In Berkeley, a fat mental lady carrying a huge bag of newspapers and toting a huge book streaming with post-its cross the street as I vainly search for a missing lighter while Oyet decide lunch, settling on a Korean joint as I haggled a Berkeley souvenir shirt from a Korean saleslady, he ordering something with fried pork belly from a Korean waitress and I settling for a vegetarian Korean noodle bowl not for the food or Korea but for the first SFO pansit for circa 2014.


The only disappointment is the University of California's archive closed early because the archivists and the cute interns have to attend a Christmas party, and perhaps the long BART and Muni rides to the Army and Navy Surplus Store where the pee caught up with me, a chicken barbecue and beer dinner eventually while Oyet prepared an uncooked ham sandwich as Jack rustled four packs of instant noodles, and the long walk back to the Quite Mission Room.

It was a good day with a great friend through the paths of SFO less traveled.

Tuesday, December 16, 2014

SFO

Delta Flight 150 to Atlanta was delayed by 3 hours.

My Greenpeace friend with the infamous Nazca Lines stunt hanging on his head made it past immigration.

A lady in the Sky Priority check-in line at Lima's Jorge Chavez International Airport wondered if all the people queuing are business class passengers.

I have to run to Concourse A's Gate 12 of the Hartsfield-Jackson International Airport to catch Delta Flight 1091 to San Francisco.

I was late but the flight was delayed too so I ate fried chicken with chili beans for lunch.

A capped man leaned to pick the vegan bag where I stuffed my panama hat as I wait for my luggage at San Francisco International Airport's baggage carousel.

"That's mine," I said.

It was Oyet.

He who made a late night call to my hotel in Des Moines six years ago to tell me that a pot roast I did not order is on its way.

I finally made it to San Francisco.


I checked in at my bed-and-breakfast lodging at Treat Avenue then had three beers at his place in A. Capp Street while we waited for Jack. 

We had dinner at a Thai restaurant.

He ordered Pad Thai, Jack had chicken in green curry, I don't recall what I ordered.


We walked along a street that's not Mission and stopped to look at some drawings posted at a shop's display window.


It's raining and cold in San Francisco and I have not slept for the last 36 hours...    

Monday, December 15, 2014

LIMA BY TAXI

From a $135 hotel offer for a 3-hour private tour to a 110 soles half-day quickie.

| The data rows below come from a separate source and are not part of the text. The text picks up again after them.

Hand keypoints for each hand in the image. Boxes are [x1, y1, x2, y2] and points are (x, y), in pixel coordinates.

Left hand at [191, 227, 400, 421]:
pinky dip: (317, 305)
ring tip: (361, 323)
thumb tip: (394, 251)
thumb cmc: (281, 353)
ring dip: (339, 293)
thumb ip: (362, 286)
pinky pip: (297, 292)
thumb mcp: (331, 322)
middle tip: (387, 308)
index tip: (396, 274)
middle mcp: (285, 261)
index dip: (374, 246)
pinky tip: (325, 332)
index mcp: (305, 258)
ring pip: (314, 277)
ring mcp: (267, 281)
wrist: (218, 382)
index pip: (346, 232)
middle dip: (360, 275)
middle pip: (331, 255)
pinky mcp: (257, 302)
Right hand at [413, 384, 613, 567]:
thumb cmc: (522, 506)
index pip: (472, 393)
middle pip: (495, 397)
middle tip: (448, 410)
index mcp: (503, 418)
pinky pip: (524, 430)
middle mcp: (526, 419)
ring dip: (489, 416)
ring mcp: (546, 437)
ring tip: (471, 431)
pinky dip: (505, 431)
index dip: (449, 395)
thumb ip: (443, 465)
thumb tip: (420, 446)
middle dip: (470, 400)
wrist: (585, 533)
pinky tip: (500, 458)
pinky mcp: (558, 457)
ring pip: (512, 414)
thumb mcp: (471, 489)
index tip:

Only a mad man will take the first option while the second one unfolded as Senor Taxi Driver took me, for 16 soles, to 599 Avenida Jose Galvez Barrenechea in Lima's San Isidro District where I have an unexpected but pleasant encounter with several Hermanos from the Gran Logia de los Antiguos Libres y Aceptados Masones de la Republica del Peru.

I came to take photos I said.

But the Lodge is closed and they are on their way to an installation ceremony they said back.

I was introduced to their incoming Grand Master and was asked if Spanish is the medium of our ceremonies in the Philippines.

It was a beautiful sunless Sunday of deserted streets and my being the Prince of Lucky Chances was again affirmed.   


From there to the UNESCO World Heritage inscribed historic center of Lima is 20 soles and that's where I made Senor Taxi Driver an offer he can't refuse on a slow Sunday morning: 100 soles for a rapid photography tour of the churches of Santo Domingo [Dominican], San Agustin [Augustinian], and San Pedro [Jesuit].

He gave me a big smile, nodded, and as an introduction and perhaps a token of his gratitude took me first to two unknown churches.

"Bonito!" he said, and I agree.    



And then a pink bell tower emerged from the skyline announcing our taxi's arrival at the Iglesia de Santo Domingo, built on the encomienda of Fr. Vicente de Valverde during the late years of the 1700s who is to Francisco Pizarro as Fr. Andres de Urdaneta is to Miguel Lopez de Legazpi, host to the remains of three Peruvian saints [San Juan Macias, Santa Rosa de Lima, San Martin de Porres], and founding site of the first chartered university of the Americas [National University of San Marcos, in 1551]. 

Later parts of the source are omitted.